1487
Lalwen had found Arafinwë's door unlocked. It was just like him to leave it so; no door with which Nolofinwë or Anairë had anything to do was likely to have less than three locks. Lalwen frequently mislaid her keys and had to bang on the window for a servant to let her in. (Anairë never opened doors herself and lived in a state of perpetual surprise that Nerdanel could lower herself to do so.)
The house seemed to be entirely deserted; Lalwen was glad. She had not come to see her brother or his family. She had come to calm down. Lalwen was furious with Nolofinwë as she had rarely been before. Even here, in this quiet place, a sob of rage rose in her throat at the thought of what he had done to her. How dare he!
In the garden, she found Eärwen, who was doing some embroidery on the lawn. She did not greet her sister-in-law, merely raising her glorious eyes to see who it was bursting in from the house and then lowering them again to her work.
Lalwen threw herself down on the grass. The wind was making music in the malinorni.
What Nolofinwë had done was to steal from the palace cellar, where they had been quietly rusting away and doing no-one any harm, several elderly swords. He had then presented these to his assembled household, after delivering a vague and incomprehensible little speech about the importance of self-defence 'in these troubled times'. Lalwen had asked him repeatedly to what troubled times he was referring. His casual rebuffals had driven her almost to hysterics.
The rest of the family had been no help at all. Anairë and Turukáno had been firmly on Nolofinwë's side in this as in everything; Findekáno had shuffled his feet and looked uncomfortable; Artelda had apparently not appreciated the gravity of the situation.
Nolofinwë had patiently explained that there was no 'situation' - they were merely living in troubled times -, so Lalwen had been obliged to scream at him and run away. As she was slamming the door, he had asked her where she was going. When she told him, he had quietly raised his eyebrows, saying:
"What do you hope to escape? Intelligent society?"
.~.~.~.~.
Nerwendë Artanis was making her way along the Tirion- Alqualondë road. This had once been beautifully paved by highly skilled Noldorin craftsmen; she noticed with some distaste, however, that weeds had been allowed to encroach onto it in several places. Also the dark undergrowth beneath the trees growing to the west was disturbingly wild. As the road wound its way out of the Calacyria and into the shadows and half-light of northern Eldamar, it seemed to be less and less the handiwork of civilised beings and more and more to resemble a wild track leading to nowhere by way of the Middle-earth.

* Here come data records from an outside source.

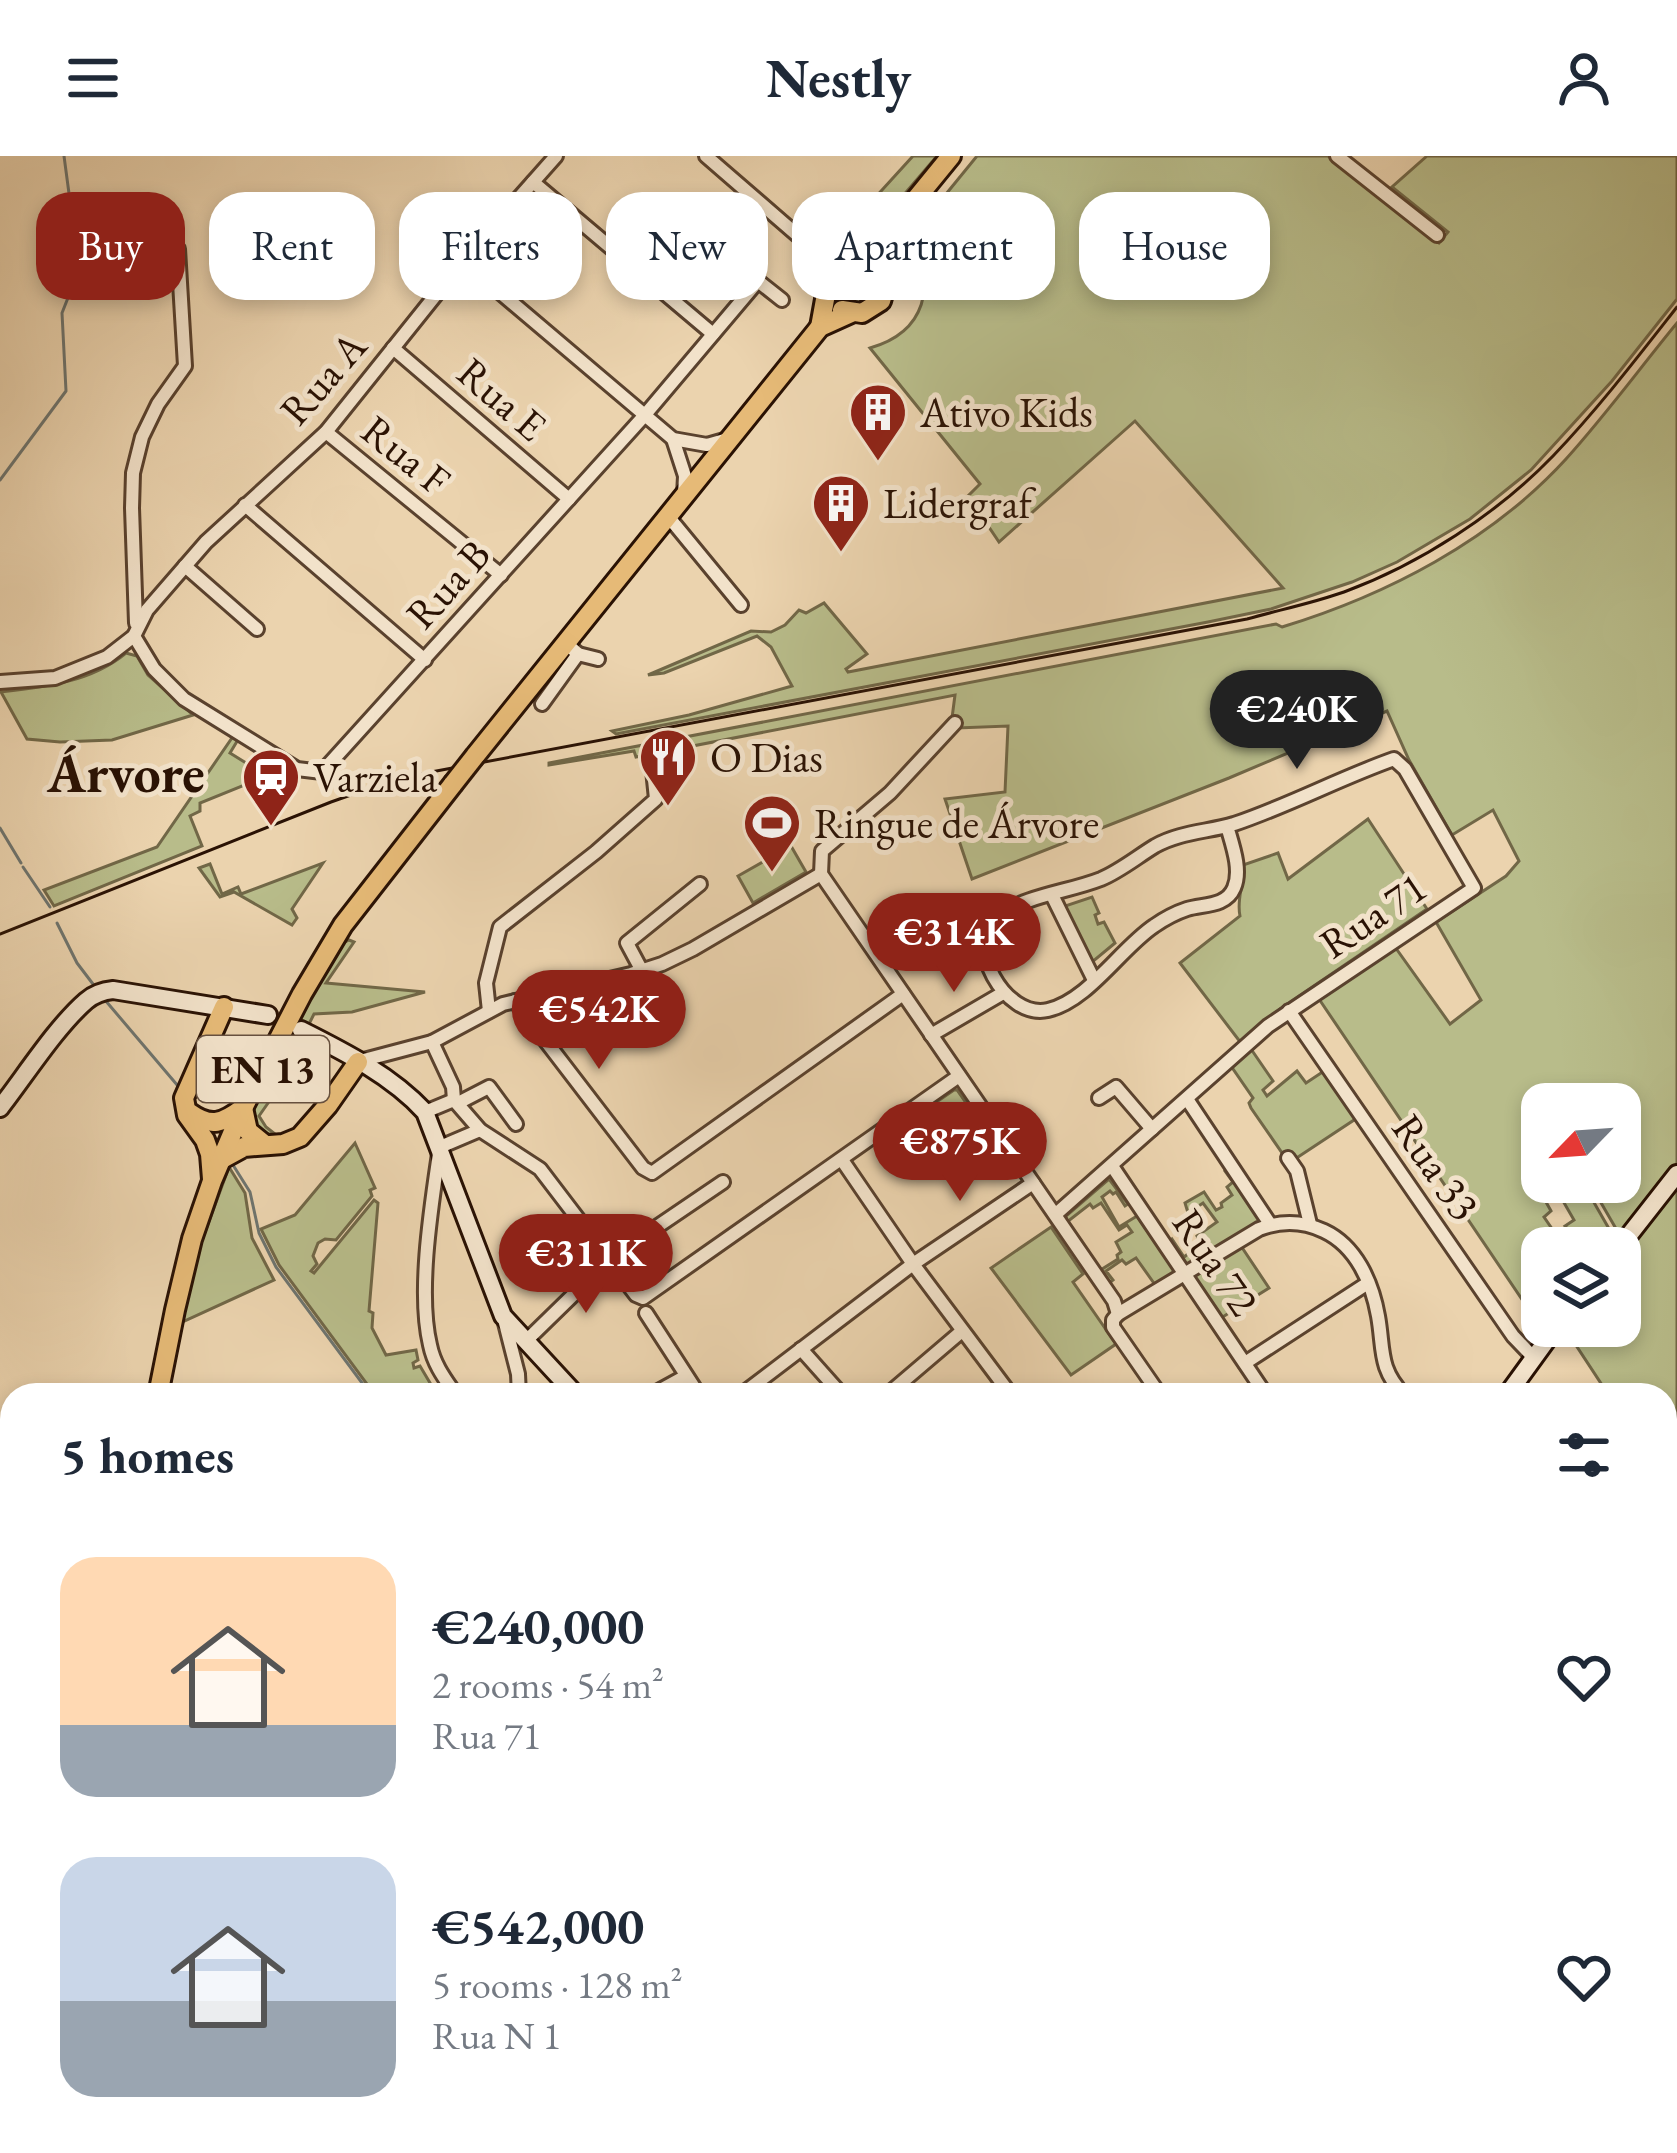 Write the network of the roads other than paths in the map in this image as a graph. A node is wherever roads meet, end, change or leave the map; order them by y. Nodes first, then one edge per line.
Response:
1 (556, 156) edge
2 (706, 156) edge
3 (1337, 156) edge
4 (959, 158) edge
5 (533, 182) junction
6 (524, 192) edge
7 (927, 192) edge
8 (933, 192) edge
9 (792, 231) edge
10 (1438, 235) dead end
11 (181, 300) edge
12 (432, 300) edge
13 (509, 300) edge
14 (782, 300) dead end
15 (825, 300) edge
16 (832, 300) edge
17 (882, 300) edge
18 (851, 314) junction
19 (820, 327) junction
20 (713, 334) junction
21 (393, 348) junction
22 (644, 416) junction
23 (326, 432) junction
24 (728, 440) junction
25 (678, 444) junction
26 (705, 468) junction
27 (683, 495) junction
28 (569, 499) junction
29 (245, 506) junction
30 (668, 515) junction
31 (185, 566) junction
32 (501, 575) junction
33 (741, 605) dead end
34 (257, 629) dead end
35 (134, 636) junction
36 (572, 649) junction
37 (598, 659) dead end
38 (424, 660) junction
39 (0, 682) edge
40 (542, 704) dead end
41 (955, 723) dead end
42 (653, 770) dead end
43 (1227, 826) junction
44 (821, 874) junction
45 (700, 884) dead end
46 (1052, 895) junction
47 (642, 971) junction
48 (1094, 980) junction
49 (1003, 993) junction
50 (902, 994) junction
51 (514, 1000) junction
52 (224, 1007) junction
53 (489, 1011) junction
54 (1289, 1011) junction
55 (268, 1015) dead end
56 (302, 1030) dead end
57 (931, 1035) junction
58 (432, 1042) junction
59 (358, 1062) junction
60 (959, 1076) junction
61 (1099, 1098) dead end
62 (1187, 1100) junction
63 (456, 1101) junction
64 (0, 1108) edge
65 (185, 1108) junction
66 (243, 1108) junction
67 (425, 1112) junction
68 (516, 1124) dead end
69 (1152, 1129) junction
70 (480, 1130) junction
71 (264, 1144) junction
72 (440, 1147) junction
73 (1288, 1157) dead end
74 (222, 1159) junction
75 (842, 1160) junction
76 (1112, 1166) junction
77 (1677, 1174) edge
78 (212, 1181) junction
79 (723, 1182) dead end
80 (1033, 1183) junction
81 (1056, 1214) junction
82 (1270, 1224) junction
83 (1310, 1224) junction
84 (1635, 1227) edge
85 (610, 1258) junction
86 (913, 1264) junction
87 (1184, 1273) junction
88 (1368, 1283) junction
89 (646, 1313) dead end
90 (1118, 1314) junction
91 (503, 1316) junction
92 (962, 1331) junction
93 (527, 1340) junction
94 (1541, 1347) edge
95 (801, 1348) junction
96 (1533, 1357) junction
97 (1244, 1364) junction
98 (686, 1376) junction
99 (161, 1383) edge
100 (448, 1383) edge
101 (518, 1383) edge
102 (568, 1383) edge
103 (673, 1383) edge
104 (691, 1383) edge
105 (756, 1383) edge
106 (832, 1383) edge
107 (900, 1383) edge
108 (1002, 1383) edge
109 (1152, 1383) edge
110 (1257, 1383) edge
111 (1394, 1383) edge
112 (1515, 1383) edge

1 - 5 street, Rua A
2 - 9 street
3 - 10 street
4 - 7 main road, EN 13
4 - 8 main road, EN 13
5 - 6 street, Rua A
5 - 20 street
11 - 35 street
12 - 21 street, Rua A
13 - 22 street
14 - 20 street, Rua B
15 - 19 main road, EN 13
16 - 18 main road
17 - 18 main road, EN 13
18 - 19 main road, EN 13
19 - 24 main road, EN 13
20 - 22 street, Rua B
21 - 23 street, Rua A
21 - 28 street, Rua E
22 - 25 street
22 - 28 street, Rua B
23 - 29 street, Rua A
23 - 32 street, Rua F
24 - 25 street
24 - 26 main road, EN 13
25 - 26 street
25 - 27 street
26 - 27 main road, EN 13
27 - 30 main road, EN 13
28 - 32 street, Rua B
29 - 31 street, Rua A
29 - 38 street
30 - 33 street
30 - 36 main road, EN 13
31 - 34 street
31 - 35 street, Rua A
32 - 38 street, Rua B
35 - 38 street, Rua B
35 - 39 street
36 - 37 street
36 - 40 street
36 - 66 main road, EN 13, bridge
41 - 44 street
42 - 53 street
43 - 46 street, Rua 71
43 - 48 street
43 - 54 street, Rua 71
44 - 47 street
44 - 50 street
45 - 47 street
46 - 48 street
46 - 49 street, Rua 71
47 - 51 street
48 - 49 street
49 - 57 street
50 - 51 street
50 - 57 street
51 - 53 street
52 - 55 street
52 - 64 street
52 - 65 main road
53 - 58 street
54 - 62 street, Rua 71
54 - 96 street, Rua 33
56 - 59 street
57 - 60 street
58 - 59 street
58 - 63 street
59 - 67 street
59 - 71 main road
60 - 75 street
60 - 80 street
61 - 69 street
62 - 69 street, Rua 71
62 - 82 street
63 - 67 street
63 - 68 street
63 - 70 street
65 - 66 main road
65 - 78 main road
66 - 71 main road
66 - 74 main road, EN 13
67 - 72 street
69 - 76 street, Rua 71
70 - 72 street
70 - 85 street
71 - 74 main road
72 - 91 street
72 - 100 street
73 - 83 street
74 - 78 main road, EN 13
75 - 85 street
75 - 86 street
76 - 81 street, Rua 71
76 - 87 street, Rua 72
77 - 84 street
78 - 99 main road, EN 13
79 - 85 street
80 - 81 street
80 - 86 street
81 - 90 street
82 - 83 street
82 - 87 street
83 - 88 street
85 - 93 street
86 - 92 street
86 - 95 street
87 - 90 street
87 - 97 street, Rua 72
88 - 97 street
88 - 111 street
89 - 98 street
90 - 109 street
91 - 93 street
91 - 101 street
92 - 107 street
92 - 108 street
93 - 102 street
94 - 96 street
95 - 105 street
95 - 106 street
96 - 112 street
97 - 110 street, Rua 72
98 - 103 street
98 - 104 street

The vegetation on the other side was less thick, parting here and there to allow Artanis a brief glimpse of the sea. The trees themselves were common species. Even in semi-darkness, Artanis easily recognised most of them merely from the configurations of their branches. She could have identified every one of the rest if she had dismounted and examined them closely. So certain was she of her ability to do this that she did not in fact make the attempt.
Artanis was bored. She had existed in a state of almost continual boredom ever since returning to Tirion from the house of Yavanna in 1472. It was not that she had not considered going back there, yet she had felt strongly that to do so would be to pile mistake upon mistake. Her first error had been in returning to Tirion rather than moving on to somewhere else. She could not under any circumstances have remained with Yavanna, any more than she could return to her now. That interval was irrevocably over.
Yavanna had given this apt pupil every scrap of knowledge that her mind, constricted as it was by the necessities of time and space, could hold. Artanis knew the secret of the dragonfly's flight and the growth of the new leaves in spring; she understood the hidden life of the rocks in the heart of Arda. Artanis knew why the blackbird sang.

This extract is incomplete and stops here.